The Times-produced film, which premieres Sept. 10 at TIFF, includes interviews with women who spoke up about C.K., like writer and producer Jen Kirkman, comedians Abby Schachner and Megan Koester and male colleagues of his like Parks and Recreation co-creator Mike Schur and Comedy Cellar owner Noam Dworman. Suh and Mones also mine archival footage of C.K.’s performances and of other people talking about him, including a remarkable moment at a Q&A in May 2016 when a University of Chicago student asked Jon Stewart about allegations against C.K. that were percolating in comedy circles at the time but were not yet widely known. Watching Stewart’s dismissive reaction, which resurfaced online after the Times story ran 17 months later, is like seeing a time capsule of pre-#MeToo mores. “The hope was to present how people were reacting in real time,” says Mones, “to track how this story evolved.”

Suh, who directed for Netflix the Obamas’ 2023 series Working: What We Do All Day and the 2020 film Blackpink: Light Up the Sky, launched Sorry/Not Sorry after a 2020 meeting with The New York Times, which has been expanding its journalism into nonfiction film and TV projects like Time, the 2021 Oscar-nominated Amazon documentary feature, and this year’s Emmy-nominated Hulu series The 1619 Project. “I had been obsessing over the story, so I brought it up as something that I would be interested in, and they immediately were on board,” Suh says. She recruited Mones, who had produced her Blackpink movie, “because I’m a Gen Xer,” Suh says. “And I knew that I had maybe some kind of calcified thoughts about what’s normalized behavior.” The millennial Mones says she was “terrified” by the idea. “When she asked me to join, I wondered, ‘What are we going to gain by giving Louis more attention?’ ” she recalls. “And once I started to really understand Caroline’s vision for the film, I realized how much had been missing from the conversation and how little I had known.”

The film details the backlash women who spoke publicly about C.K. experienced, from online harassment to dwindling work opportunities. Schachner, who had told the Times about C.K. masturbating on the phone when she called to invite him to one of her shows, spoke out about C.K. because, as she says in the film, she would have wanted to have known about him herself. Kirkman, who was not in the original Times piece but had alluded to C.K.’s treatment of women on her podcast without naming him, says in the film that she is participating because nothing has changed in the six years since the Times story ran.

One of the biggest challenges the filmmakers faced was enlisting industry figures to talk about C.K. “People see it as only inviting career harm, and people don’t want to be in the line of fire,” Suh says.

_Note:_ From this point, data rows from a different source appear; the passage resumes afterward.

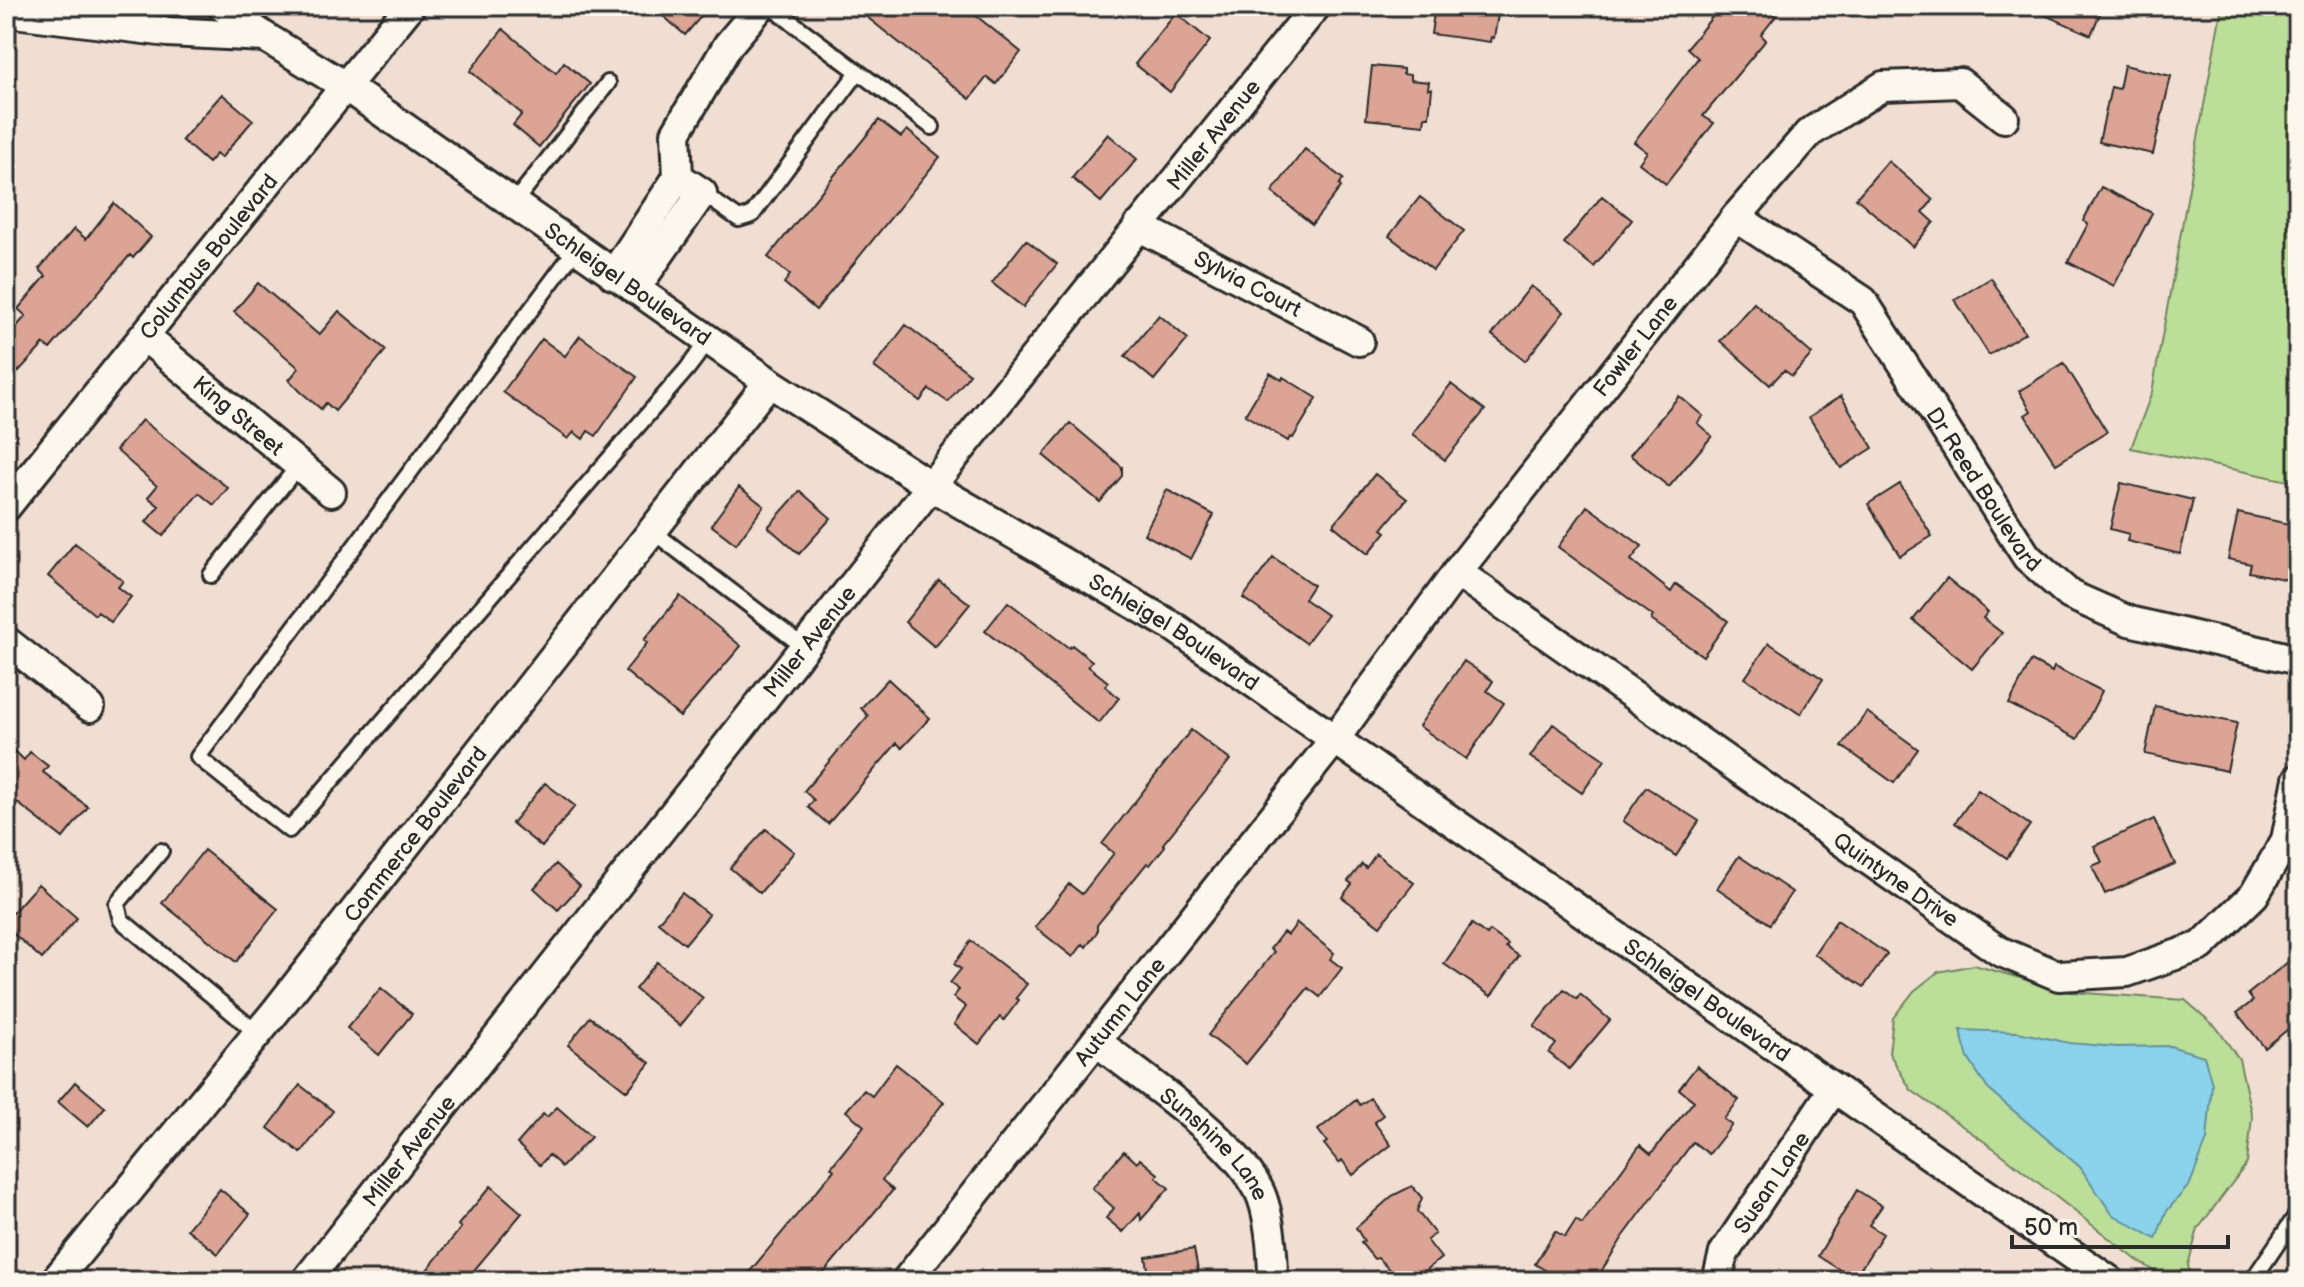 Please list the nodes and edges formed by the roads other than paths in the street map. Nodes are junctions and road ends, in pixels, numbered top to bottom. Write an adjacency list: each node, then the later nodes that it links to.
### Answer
1 (222, 6): 7 (street, Schleigel Boulevard)
2 (410, 6): 10 (street, Columbus Boulevard)
3 (761, 6): 13 (street)
4 (770, 6): 8 (lane)
5 (1316, 6): 17 (street, Miller Avenue)
6 (6, 12): 7 (street)
7 (265, 37): 10 (street, Schleigel Boulevard)
8 (858, 72): 12 (lane); 14 (lane)
9 (608, 83): 15 (lane)
10 (345, 86): 15 (street, Schleigel Boulevard); 20 (street, Columbus Boulevard)
11 (2004, 118): 16 (street, Fowler Lane)
12 (932, 127)
13 (678, 177): 14 (street); 19 (street)
14 (702, 193): 19 (street)
15 (513, 204): 18 (street, Schleigel Boulevard)
16 (1736, 217): 29 (street, Fowler Lane); 33 (street, Dr Reed Boulevard)
17 (1138, 226): 22 (street, Sylvia Court); 25 (street, Miller Avenue)
18 (576, 249): 19 (street, Schleigel Boulevard); 21 (lane)
19 (624, 282): 21 (street, Schleigel Boulevard)
20 (145, 337): 24 (street, King Street); 27 (street, Columbus Boulevard)
21 (709, 340): 23 (street, Schleigel Boulevard)
22 (1359, 341)
23 (769, 382): 25 (street, Schleigel Boulevard); 28 (street, Commerce Boulevard)
24 (299, 465): 26 (street, King Street); 30 (lane)
25 (931, 486): 32 (street, Miller Avenue); 35 (street, Schleigel Boulevard)
26 (331, 492)
27 (6, 507)
28 (651, 530): 32 (lane); 38 (street, Commerce Boulevard)
29 (1457, 572): 35 (street, Fowler Lane); 36 (street, Quintyne Drive)
30 (211, 575)
31 (6, 641): 34 (street)
32 (804, 647): 43 (street, Miller Avenue)
33 (2298, 660)
34 (90, 707)
35 (1334, 740): 39 (street, Autumn Lane); 40 (street, Schleigel Boulevard)
36 (2298, 779)
37 (161, 851): 38 (lane)
38 (257, 1033): 42 (street, Commerce Boulevard)
39 (1096, 1041): 44 (street, Autumn Lane); 45 (street, Sunshine Lane)
40 (1834, 1088): 46 (street, Susan Lane); 47 (street, Schleigel Boulevard)
41 (2298, 1213): 48 (lane)
42 (55, 1281)
43 (306, 1281)
44 (906, 1281)
45 (1273, 1281)
46 (1717, 1281)
47 (2110, 1281)
48 (2252, 1281)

C.K. did not participate in the documentary, but the filmmakers used clips of his work, including a stand-up routine in which he talks about his misconduct as “my thing,” implying that exposing himself is a harmless, if embarrassing, fetish. “In making the film, we came to realize that he did reframe it from being something that related to power dynamics into just his sexual kink,” Suh says. “That was a revelation to us. And I had a lot of questions as a fan as to like, ‘Oh, what is he saying exactly?’ ”

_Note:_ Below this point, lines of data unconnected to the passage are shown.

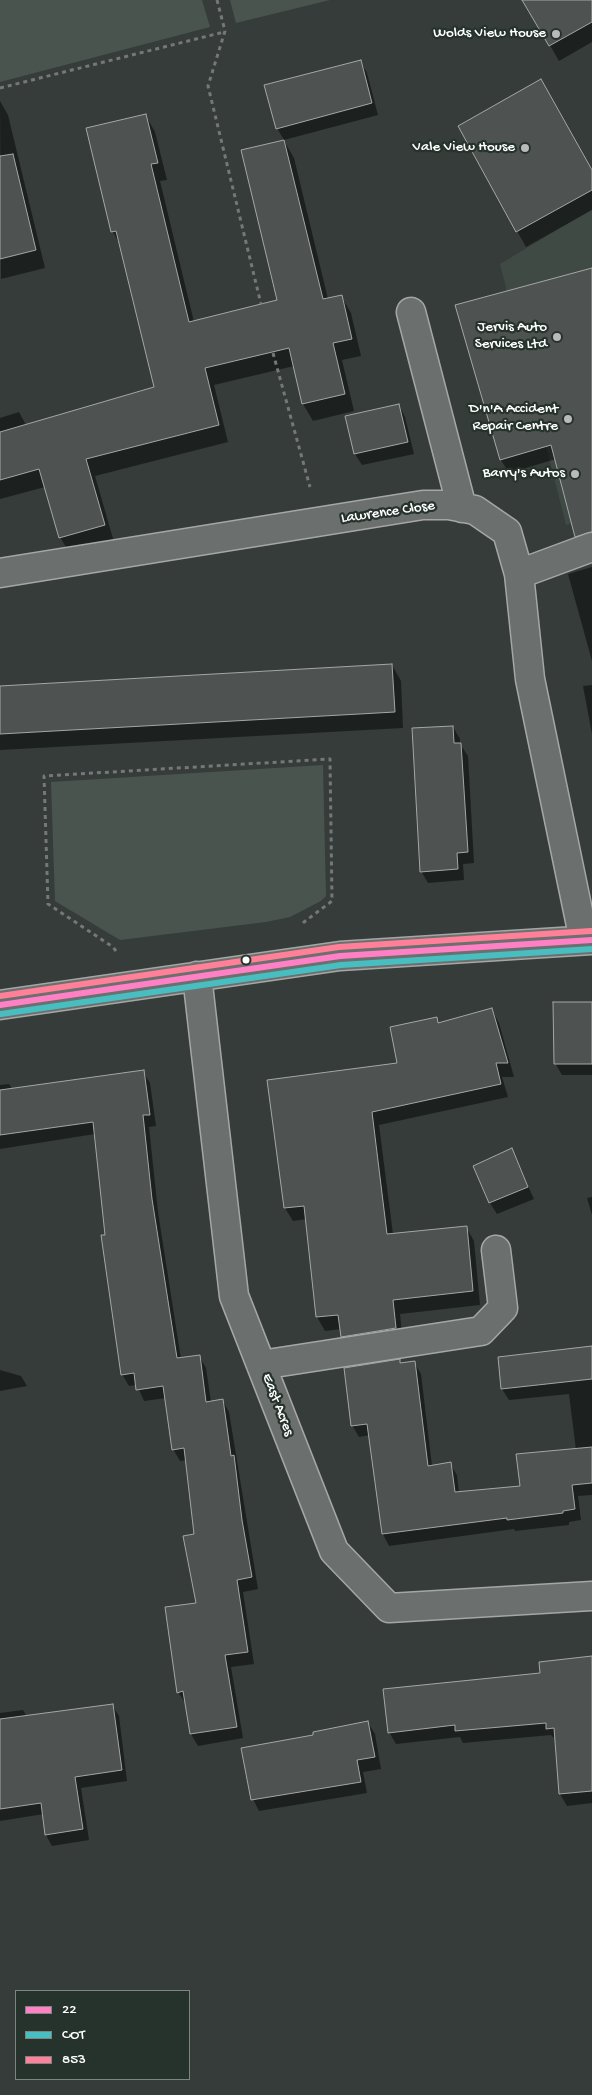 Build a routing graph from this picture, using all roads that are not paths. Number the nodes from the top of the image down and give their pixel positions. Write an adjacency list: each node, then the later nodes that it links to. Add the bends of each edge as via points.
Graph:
1 (410, 312): 2 (street)
2 (462, 508): 4 (street, Lawrence Close, via 423,505); 5 (street, Lawrence Close, via 475,510 507,532)
3 (592, 547): 5 (street)
4 (0, 573)
5 (519, 574): 6 (street, Lawrence Close, via 530,679)
6 (588, 940): 7 (street, via 340,956)
7 (197, 976): 8 (street); 10 (street, East Acres, via 234,1296)
8 (0, 1005)
9 (496, 1250): 10 (street, via 503,1308 480,1331)
10 (261, 1365): 11 (street, East Acres, via 334,1551 389,1608)
11 (592, 1596) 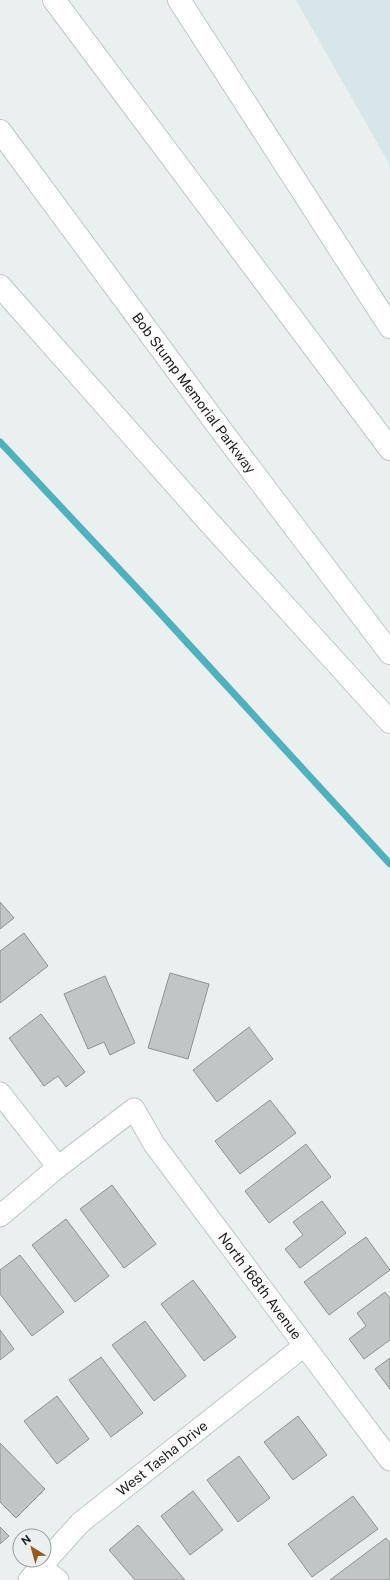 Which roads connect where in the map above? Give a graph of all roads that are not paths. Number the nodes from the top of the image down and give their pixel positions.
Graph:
1 (54, 0) edge
2 (179, 0) edge
3 (0, 131) edge
4 (0, 286) edge
5 (390, 327) edge
6 (390, 449) edge
7 (390, 653) edge
8 (390, 722) edge
9 (0, 1092) edge
10 (58, 1167) junction
11 (0, 1216) edge
12 (304, 1346) junction
13 (390, 1460) edge
14 (35, 1573) edge
15 (58, 1580) edge

1 - 6 highway
2 - 5 highway
3 - 7 highway, Bob Stump Memorial Parkway
4 - 8 highway
9 - 10 street
10 - 11 street
10 - 12 street, North 168th Avenue
12 - 13 street, North 168th Avenue
12 - 14 street, West Tasha Drive
14 - 15 street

At one point, Sorry/Not Sorry was set up at Showtime under the cable network’s then-docs chief Vinnie Malhotra. When Showtime restructured early this year, Malhotra departed to become president of the Obamas’ Higher Ground Productions and Showtime and the filmmakers parted ways. Now Suh and Mones will be seeking a distributor at TIFF.

In terms of audience, “It was always the hope that the film would draw both sides,” Suh says, meaning both C.K. fans and people who are furious at him.

Their biggest worry entering the festival, the filmmakers say, is for the women who participated in Sorry/Not Sorry, none of whom will be at TIFF. “We’re really nervous on their behalf,” Suh says. “The biggest concern with the film at this point is how it’s going to affect them.”

As for her own opinion on C.K. since she first read that Times story in 2017, “My thinking has definitely evolved,” Suh says, declining to say more. “We try to pose a lot of questions about it to get people thinking for themselves.”